We have now described the sequence of events, decisions, activities and facilities that make up a visit to the outdoors. It is essential that each component is fitted together properly through the design process. While thinking this process through from the perspective of the visitor it is still necessary to take a wider view of the recreation area from the point of view of the manager and designer. It is not possible to design a visit step by step unless a broad view of the area is gained, providing a context and purpose into which the chosen facilities are inserted.
Site design needs to start with a brief. This contains a set of objectives, which should have emerged from the planning stage. It will identify who the expected visitors are likely to be, how many, over what time, and for what activities.

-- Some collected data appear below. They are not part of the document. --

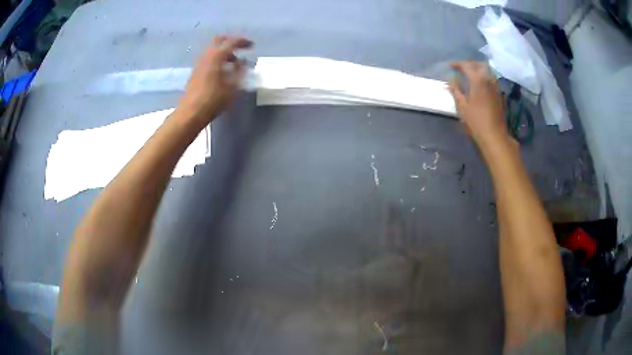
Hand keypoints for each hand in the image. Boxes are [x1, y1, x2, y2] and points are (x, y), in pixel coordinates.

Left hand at [177, 35, 252, 125]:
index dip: (243, 42)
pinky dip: (217, 59)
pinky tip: (222, 71)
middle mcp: (207, 56)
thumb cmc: (213, 100)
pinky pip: (208, 59)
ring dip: (223, 52)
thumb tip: (243, 62)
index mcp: (217, 56)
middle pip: (219, 40)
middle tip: (240, 48)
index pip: (231, 42)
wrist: (191, 112)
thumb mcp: (233, 86)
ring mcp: (199, 63)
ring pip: (212, 50)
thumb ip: (240, 71)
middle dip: (230, 42)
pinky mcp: (196, 72)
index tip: (251, 45)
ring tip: (233, 63)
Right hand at [448, 61, 507, 148]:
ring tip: (469, 75)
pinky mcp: (499, 93)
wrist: (494, 135)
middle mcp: (488, 79)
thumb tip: (449, 79)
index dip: (457, 64)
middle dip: (469, 64)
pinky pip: (491, 78)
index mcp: (477, 79)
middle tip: (460, 68)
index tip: (450, 66)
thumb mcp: (461, 106)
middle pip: (478, 64)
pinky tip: (479, 84)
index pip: (466, 65)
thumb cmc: (476, 121)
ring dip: (477, 69)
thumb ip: (455, 89)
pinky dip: (483, 77)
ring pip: (487, 70)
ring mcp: (495, 86)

It will also identify site opportunities or constraints that need to be overcome through zoning, by design, or by management.
The brief should also contain timescales, funding, financial performance targets, and the various approvals to be obtained before implementation can begin. A team of people bringing together the necessary skills should be assembled, including those who will be responsible for the management.

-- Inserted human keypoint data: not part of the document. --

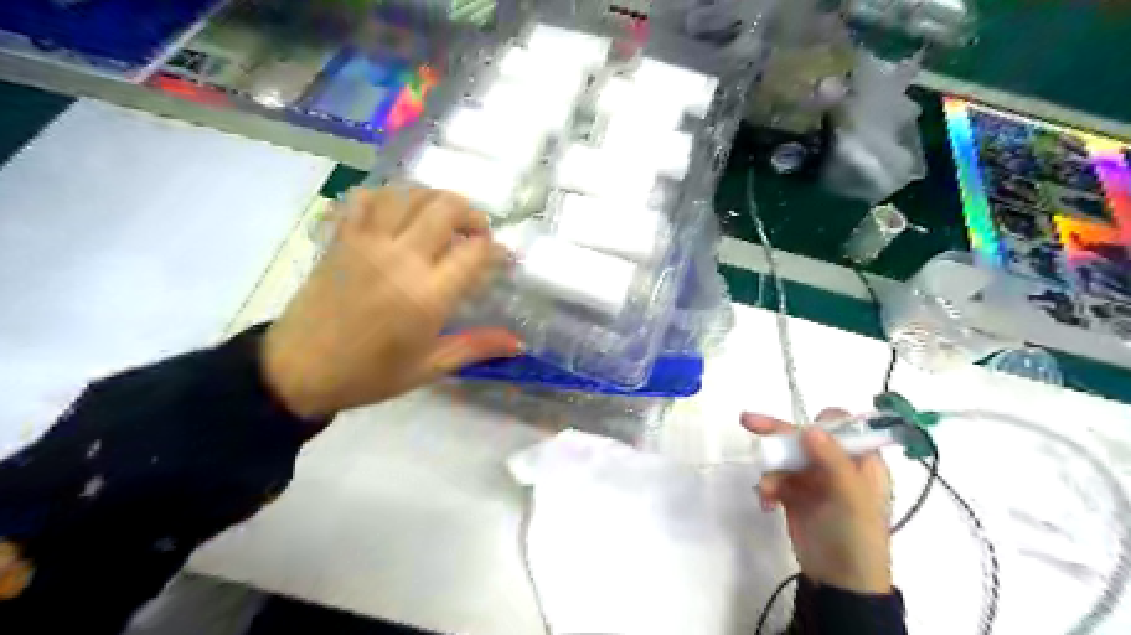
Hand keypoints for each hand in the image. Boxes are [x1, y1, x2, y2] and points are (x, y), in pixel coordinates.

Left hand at [262, 186, 519, 417]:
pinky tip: (398, 213)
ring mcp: (367, 242)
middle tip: (475, 234)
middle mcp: (401, 259)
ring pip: (409, 194)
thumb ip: (475, 347)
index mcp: (427, 296)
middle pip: (446, 208)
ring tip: (441, 221)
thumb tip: (518, 342)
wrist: (297, 371)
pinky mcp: (342, 237)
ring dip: (434, 200)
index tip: (501, 258)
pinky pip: (367, 197)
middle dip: (471, 214)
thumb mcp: (429, 367)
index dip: (495, 249)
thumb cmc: (369, 375)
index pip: (475, 251)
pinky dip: (388, 196)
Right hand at [744, 410, 891, 591]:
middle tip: (748, 421)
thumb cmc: (856, 536)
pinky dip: (768, 487)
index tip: (803, 432)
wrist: (839, 582)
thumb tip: (810, 428)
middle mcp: (836, 465)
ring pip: (785, 457)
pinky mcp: (794, 495)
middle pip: (804, 437)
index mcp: (860, 461)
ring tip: (767, 491)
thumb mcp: (851, 498)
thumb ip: (832, 460)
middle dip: (777, 432)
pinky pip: (775, 478)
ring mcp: (813, 480)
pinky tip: (766, 503)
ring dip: (771, 469)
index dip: (822, 423)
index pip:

If the site is sensitive ecologically, politically or in other ways, a wider group of
people may need to be consulted about the development of the design. These might include local residents, representatives of key user groups, local politicians, and agencies responsible for particular aspects of the resource, such as forest and wildlife services, highway authorities and water agencies.

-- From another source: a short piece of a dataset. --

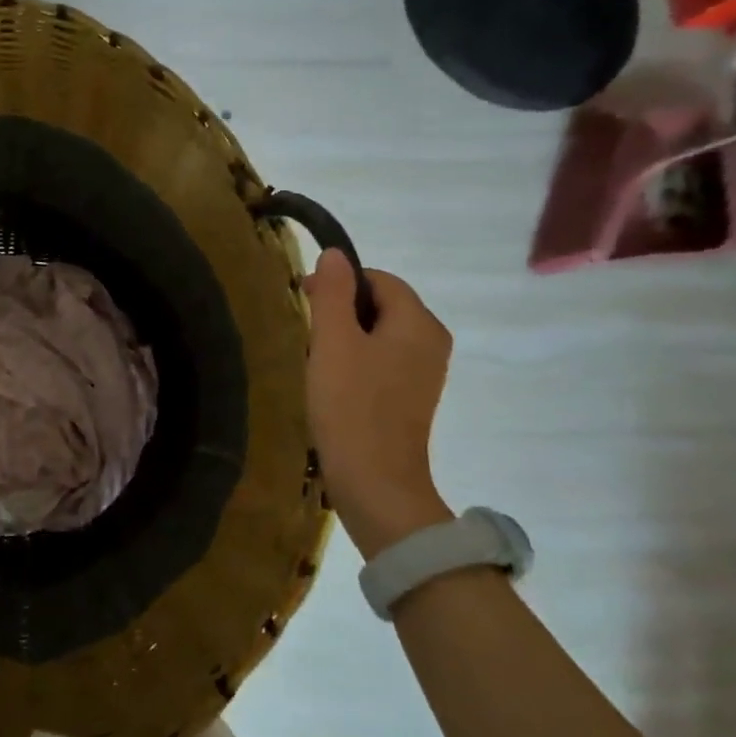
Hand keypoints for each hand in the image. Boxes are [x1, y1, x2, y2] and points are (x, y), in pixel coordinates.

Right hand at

The design team may consist of recreation planning specialists, landscape architects, engineers, architects and building surveyors, artists, ecologists and wildlife biologists, as well as accountants and economists. Each member should avoid taking up a narrow position with respect to their specific discipline and instead provide factual information at the survey or inventory stage, co-operating at the analysis phase, and remaining open-minded in order to contribute integrated and constructive ideas at the design phase.